Co ciekawe, prognoza tak wielkiego deficytu pochodzi z samego ZUS. W połowie ubiegłego roku instytucja wyliczyła, jak będzie rosnąć dziura w FUS w zależności od tempa wzrostu gospodarczego. Rozważono dwa scenariusze: realistyczny zakładający wzrost PKB co roku o 2,9-3,8 proc. oraz pesymistyczny (wzrost PKB od 2 do 3,2 proc. rocznie).
Zdaniem Stanisława Gomułki, głównego ekonomisty BCC, scenariusz podawany przez ZUS jako pesymistyczny jest określić realistyczny, a może nawet lekko optymistyczny. - Należy więc przyjąć do wiadomości fakt, że deficyt w FUS w 2017 r. rzeczywiście osiągnie poziom około 80 mld zł - dodaje.
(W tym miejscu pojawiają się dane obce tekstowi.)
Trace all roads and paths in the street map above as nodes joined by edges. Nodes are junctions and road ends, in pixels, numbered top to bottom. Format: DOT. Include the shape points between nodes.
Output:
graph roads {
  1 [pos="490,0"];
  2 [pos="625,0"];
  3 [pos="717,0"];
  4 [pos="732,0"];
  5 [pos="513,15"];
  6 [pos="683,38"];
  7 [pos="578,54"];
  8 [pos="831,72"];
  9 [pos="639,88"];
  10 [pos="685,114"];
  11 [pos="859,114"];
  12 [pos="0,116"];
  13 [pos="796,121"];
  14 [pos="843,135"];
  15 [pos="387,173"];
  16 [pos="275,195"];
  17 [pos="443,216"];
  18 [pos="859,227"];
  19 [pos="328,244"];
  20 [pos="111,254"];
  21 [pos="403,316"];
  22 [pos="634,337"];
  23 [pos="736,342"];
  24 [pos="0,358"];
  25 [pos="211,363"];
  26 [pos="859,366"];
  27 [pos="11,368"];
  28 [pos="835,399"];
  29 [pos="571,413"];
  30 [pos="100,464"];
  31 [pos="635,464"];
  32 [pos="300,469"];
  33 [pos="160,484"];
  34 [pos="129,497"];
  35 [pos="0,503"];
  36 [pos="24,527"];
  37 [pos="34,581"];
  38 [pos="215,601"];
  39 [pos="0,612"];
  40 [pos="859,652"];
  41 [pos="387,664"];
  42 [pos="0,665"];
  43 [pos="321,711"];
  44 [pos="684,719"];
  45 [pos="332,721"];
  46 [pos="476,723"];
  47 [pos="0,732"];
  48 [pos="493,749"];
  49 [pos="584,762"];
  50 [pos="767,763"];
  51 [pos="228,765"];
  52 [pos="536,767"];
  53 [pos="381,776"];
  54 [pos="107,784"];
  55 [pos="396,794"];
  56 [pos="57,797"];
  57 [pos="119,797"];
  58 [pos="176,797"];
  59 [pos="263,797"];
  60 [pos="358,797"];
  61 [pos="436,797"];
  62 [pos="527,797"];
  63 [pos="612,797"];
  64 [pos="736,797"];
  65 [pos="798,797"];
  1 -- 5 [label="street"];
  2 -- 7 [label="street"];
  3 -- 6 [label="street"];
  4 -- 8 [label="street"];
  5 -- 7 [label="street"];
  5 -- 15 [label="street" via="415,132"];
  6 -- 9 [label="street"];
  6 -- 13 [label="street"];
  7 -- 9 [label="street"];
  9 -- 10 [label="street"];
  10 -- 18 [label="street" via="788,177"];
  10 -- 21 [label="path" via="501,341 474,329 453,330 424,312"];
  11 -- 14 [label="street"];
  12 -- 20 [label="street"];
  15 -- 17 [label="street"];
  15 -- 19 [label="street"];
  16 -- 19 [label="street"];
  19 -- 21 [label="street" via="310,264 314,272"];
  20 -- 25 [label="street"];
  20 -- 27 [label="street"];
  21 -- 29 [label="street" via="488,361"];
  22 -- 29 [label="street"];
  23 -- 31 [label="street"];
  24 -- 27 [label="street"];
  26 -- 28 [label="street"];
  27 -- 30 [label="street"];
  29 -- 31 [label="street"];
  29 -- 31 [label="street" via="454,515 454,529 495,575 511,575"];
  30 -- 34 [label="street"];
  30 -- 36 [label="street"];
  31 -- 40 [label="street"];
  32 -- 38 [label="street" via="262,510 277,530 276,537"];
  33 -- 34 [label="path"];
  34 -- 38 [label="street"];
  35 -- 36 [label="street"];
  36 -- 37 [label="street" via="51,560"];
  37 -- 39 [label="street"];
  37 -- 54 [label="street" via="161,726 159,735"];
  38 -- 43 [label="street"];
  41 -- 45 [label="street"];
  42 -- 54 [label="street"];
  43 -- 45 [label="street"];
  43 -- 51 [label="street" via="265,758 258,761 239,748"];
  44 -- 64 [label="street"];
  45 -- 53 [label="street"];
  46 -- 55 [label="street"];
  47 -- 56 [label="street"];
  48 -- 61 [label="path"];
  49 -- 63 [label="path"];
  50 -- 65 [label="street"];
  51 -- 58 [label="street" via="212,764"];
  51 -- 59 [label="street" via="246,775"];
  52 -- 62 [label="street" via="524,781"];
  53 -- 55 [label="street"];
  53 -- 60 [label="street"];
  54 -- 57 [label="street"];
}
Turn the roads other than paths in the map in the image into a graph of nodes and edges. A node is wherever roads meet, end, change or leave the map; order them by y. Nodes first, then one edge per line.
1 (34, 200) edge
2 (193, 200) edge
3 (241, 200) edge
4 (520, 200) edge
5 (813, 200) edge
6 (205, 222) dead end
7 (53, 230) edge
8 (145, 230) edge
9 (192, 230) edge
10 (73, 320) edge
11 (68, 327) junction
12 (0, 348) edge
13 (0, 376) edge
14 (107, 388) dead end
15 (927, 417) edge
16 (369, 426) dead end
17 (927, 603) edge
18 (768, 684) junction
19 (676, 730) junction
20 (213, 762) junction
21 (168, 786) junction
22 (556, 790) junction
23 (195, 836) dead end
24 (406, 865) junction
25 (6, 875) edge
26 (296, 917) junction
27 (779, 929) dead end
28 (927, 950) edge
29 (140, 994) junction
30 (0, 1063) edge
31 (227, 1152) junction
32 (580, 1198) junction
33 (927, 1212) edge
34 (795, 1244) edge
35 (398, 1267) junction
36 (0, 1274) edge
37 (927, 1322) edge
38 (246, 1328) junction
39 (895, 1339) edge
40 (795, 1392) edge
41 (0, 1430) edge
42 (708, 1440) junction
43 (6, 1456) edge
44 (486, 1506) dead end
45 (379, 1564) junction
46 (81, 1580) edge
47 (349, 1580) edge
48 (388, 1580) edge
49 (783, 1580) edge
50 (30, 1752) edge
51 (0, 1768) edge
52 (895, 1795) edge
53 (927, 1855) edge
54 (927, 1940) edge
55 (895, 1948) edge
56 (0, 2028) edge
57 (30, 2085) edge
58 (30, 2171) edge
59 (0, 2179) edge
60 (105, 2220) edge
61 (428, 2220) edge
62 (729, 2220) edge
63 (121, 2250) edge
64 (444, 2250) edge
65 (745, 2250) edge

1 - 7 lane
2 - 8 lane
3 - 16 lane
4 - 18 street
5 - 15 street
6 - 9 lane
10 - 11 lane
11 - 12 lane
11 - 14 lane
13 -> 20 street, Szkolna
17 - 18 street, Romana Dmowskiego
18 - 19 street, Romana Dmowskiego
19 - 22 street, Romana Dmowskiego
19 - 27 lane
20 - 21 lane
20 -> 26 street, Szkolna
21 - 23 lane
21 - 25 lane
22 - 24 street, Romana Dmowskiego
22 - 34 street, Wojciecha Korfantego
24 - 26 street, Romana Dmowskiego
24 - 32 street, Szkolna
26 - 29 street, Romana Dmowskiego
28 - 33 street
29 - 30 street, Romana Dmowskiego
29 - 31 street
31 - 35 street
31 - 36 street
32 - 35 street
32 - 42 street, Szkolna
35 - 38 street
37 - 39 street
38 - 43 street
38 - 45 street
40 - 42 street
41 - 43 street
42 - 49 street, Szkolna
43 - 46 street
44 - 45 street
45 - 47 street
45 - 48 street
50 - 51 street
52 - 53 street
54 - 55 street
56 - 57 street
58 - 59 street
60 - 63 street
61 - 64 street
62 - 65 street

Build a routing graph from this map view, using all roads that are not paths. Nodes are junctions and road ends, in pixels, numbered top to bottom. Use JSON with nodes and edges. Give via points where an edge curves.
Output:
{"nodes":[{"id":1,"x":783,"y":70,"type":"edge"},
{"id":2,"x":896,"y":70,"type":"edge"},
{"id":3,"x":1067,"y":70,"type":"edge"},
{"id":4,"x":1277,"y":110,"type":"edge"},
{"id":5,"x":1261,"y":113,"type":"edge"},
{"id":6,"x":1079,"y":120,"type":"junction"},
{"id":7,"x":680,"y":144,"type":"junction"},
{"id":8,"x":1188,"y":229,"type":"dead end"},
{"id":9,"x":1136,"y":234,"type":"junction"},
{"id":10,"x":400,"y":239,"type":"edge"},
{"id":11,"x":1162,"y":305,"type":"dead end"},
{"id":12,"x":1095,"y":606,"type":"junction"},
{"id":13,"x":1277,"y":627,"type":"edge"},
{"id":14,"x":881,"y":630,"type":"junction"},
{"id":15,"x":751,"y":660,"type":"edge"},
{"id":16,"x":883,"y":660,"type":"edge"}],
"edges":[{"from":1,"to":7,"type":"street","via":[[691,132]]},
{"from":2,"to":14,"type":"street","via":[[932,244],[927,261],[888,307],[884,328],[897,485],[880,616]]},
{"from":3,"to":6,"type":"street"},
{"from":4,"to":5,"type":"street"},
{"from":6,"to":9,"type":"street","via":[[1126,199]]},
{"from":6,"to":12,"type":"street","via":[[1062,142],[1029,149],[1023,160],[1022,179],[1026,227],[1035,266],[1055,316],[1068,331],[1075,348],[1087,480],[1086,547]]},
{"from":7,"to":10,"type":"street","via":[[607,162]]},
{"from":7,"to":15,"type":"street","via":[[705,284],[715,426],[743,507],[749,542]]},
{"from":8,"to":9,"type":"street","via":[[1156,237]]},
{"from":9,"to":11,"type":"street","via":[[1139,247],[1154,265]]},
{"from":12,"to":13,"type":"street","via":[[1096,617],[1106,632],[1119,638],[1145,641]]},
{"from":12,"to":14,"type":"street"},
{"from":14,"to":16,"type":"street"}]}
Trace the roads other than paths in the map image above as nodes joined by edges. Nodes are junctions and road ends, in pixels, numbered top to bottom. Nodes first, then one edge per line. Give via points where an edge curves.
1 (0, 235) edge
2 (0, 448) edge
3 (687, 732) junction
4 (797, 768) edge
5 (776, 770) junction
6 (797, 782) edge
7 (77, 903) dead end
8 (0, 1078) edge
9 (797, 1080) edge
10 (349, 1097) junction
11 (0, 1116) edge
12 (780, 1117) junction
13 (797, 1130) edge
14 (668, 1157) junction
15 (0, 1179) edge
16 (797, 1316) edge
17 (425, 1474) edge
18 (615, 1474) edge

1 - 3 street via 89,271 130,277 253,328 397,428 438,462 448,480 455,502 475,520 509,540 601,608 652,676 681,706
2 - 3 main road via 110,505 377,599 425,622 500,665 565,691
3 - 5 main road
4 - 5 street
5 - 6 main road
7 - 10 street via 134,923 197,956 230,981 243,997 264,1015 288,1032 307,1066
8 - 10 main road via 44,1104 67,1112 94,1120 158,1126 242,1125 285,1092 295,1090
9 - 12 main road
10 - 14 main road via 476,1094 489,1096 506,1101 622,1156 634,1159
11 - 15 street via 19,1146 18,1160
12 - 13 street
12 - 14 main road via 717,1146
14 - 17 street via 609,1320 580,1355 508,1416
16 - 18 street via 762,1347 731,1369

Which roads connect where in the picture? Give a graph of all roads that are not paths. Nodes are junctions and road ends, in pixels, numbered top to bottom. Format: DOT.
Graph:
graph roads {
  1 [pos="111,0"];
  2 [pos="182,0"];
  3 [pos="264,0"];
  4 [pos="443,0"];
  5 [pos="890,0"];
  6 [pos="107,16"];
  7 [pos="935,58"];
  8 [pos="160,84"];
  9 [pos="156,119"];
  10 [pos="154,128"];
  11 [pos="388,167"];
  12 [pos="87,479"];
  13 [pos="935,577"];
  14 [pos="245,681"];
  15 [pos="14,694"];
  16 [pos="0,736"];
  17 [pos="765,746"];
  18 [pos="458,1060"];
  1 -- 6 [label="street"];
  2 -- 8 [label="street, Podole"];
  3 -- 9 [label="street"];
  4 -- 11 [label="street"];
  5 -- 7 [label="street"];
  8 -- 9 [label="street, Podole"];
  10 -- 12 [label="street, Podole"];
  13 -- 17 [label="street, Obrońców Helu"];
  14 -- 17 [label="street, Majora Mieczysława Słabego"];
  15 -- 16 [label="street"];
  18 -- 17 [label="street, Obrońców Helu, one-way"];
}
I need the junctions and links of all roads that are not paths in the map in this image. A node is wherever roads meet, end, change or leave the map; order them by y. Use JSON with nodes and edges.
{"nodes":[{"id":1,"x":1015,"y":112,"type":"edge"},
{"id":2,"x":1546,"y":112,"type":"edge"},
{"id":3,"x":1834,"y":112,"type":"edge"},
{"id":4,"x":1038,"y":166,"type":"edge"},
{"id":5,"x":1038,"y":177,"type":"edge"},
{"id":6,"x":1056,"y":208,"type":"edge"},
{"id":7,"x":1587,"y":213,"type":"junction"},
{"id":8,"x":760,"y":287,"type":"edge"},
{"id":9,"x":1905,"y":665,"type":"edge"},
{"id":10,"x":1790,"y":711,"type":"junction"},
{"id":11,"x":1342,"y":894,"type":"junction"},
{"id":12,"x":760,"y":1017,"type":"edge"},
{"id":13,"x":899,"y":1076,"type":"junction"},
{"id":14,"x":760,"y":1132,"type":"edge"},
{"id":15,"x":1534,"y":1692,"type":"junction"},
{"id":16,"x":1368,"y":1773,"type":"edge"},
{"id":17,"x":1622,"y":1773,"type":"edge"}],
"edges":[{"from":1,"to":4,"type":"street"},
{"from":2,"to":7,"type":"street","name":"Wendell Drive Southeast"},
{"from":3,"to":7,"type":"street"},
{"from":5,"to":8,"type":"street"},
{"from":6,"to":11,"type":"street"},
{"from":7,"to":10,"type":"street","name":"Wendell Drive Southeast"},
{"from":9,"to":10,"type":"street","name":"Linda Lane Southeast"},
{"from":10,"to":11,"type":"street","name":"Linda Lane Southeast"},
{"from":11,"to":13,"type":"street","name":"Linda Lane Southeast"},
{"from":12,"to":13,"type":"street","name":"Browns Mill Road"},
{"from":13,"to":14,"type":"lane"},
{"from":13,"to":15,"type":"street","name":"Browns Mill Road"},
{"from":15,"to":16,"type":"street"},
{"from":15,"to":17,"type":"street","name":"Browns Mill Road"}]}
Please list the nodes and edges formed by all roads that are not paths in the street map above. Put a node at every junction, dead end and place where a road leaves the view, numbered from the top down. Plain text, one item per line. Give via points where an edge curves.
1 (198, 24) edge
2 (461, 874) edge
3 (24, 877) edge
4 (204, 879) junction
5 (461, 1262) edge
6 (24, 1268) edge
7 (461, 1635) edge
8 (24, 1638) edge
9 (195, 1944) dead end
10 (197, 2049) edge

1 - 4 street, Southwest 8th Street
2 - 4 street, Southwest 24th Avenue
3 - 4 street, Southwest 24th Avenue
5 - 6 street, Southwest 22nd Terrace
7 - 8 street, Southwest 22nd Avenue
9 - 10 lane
Po doliczeniu dziury w KRUS suma brakujących środków w systemie ubezpieczeń społecznych przekroczy 100 mld zł.
II rozbiór OFE
O tym, że pesymistyczna wizja staje się faktem, wiadomo od niedawna. To nieprzyjemna niespodzianka, z którą musi poradzić sobie minister finansów.
- Różnica między obiema ścieżkami wynosi kilkanaście miliardów rocznie. Właśnie tego rzędu kwot będzie brakowało w budżecie państwa w najbliższych latach. To wydatek, który ujawnił się dopiero ostatnio, wcześniej rząd nie brał go pod uwagę - mówi Robert Brzoza, główny strateg Unicredit CAIB.
Zdaniem analityków Unicredit CAIB w tym właśnie leży przyczyna rozbudzonej ostatnio dyskusji wokół OFE. Nie chcąc przed wyborami wprowadzać niepopularnych cięć wydatków czy podwyżek podatków resort finansów szuka innych sposobów zasypania tej dziury i postanowił ponownie sięgnąć po pieniądze z OFE.
W 2010 r. kiedy deficyt w FUS wyniósł 71,5 mld zł rząd przejął dwie trzecie strumienia składek płynących do OFE i podniósł VAT. Analitycy wskazują jednak, że rząd powinien już teraz podjąć zdecydowane działania, by nie dopuścić do powiększania się dziury.
- Mam nadzieję, że nie będzie to drugi rozbiór OFE, lecz posunięcia przynoszące realne, a nie wirtualne oszczędności budżetowe, np. likwidacja przywilejów emerytalnych wybranych grup społecznych. W końcu wszyscy mamy równe prawa i żyjemy w tym samym państwie - powiedział "Pulsowi Biznesu" Robert Brzoza.
Problem już widać
Problem z FUS może odbić się na całych finansach publicznych. Pojawiły się już pierwsze oznaki, że sytuacja jest poważna.
Minister Jacek Rostowski zapowiedział właśnie, że maksymalny limit deficytu budżetu państwa państwa w przyszłym roku zapisany w Wieloletnim Planie Finansowym Państwa wynieść może nawet 50 mld zł - donosi "Rzeczpospolita". To prawie o jedna trzecią więcej niż limit zapisany w ustawie budżetowej na bieżący rok.
- W końcu przyszedł czas, że minister zdecydował się powiedzieć prawdę. A prawda jest taka, że gospodarka jest w spowolnieniu, dochody podatkowe spadają, a wydatki - inne niż inwestycje - rosną - komentuje Mirosław Gronicki, były minister finansów.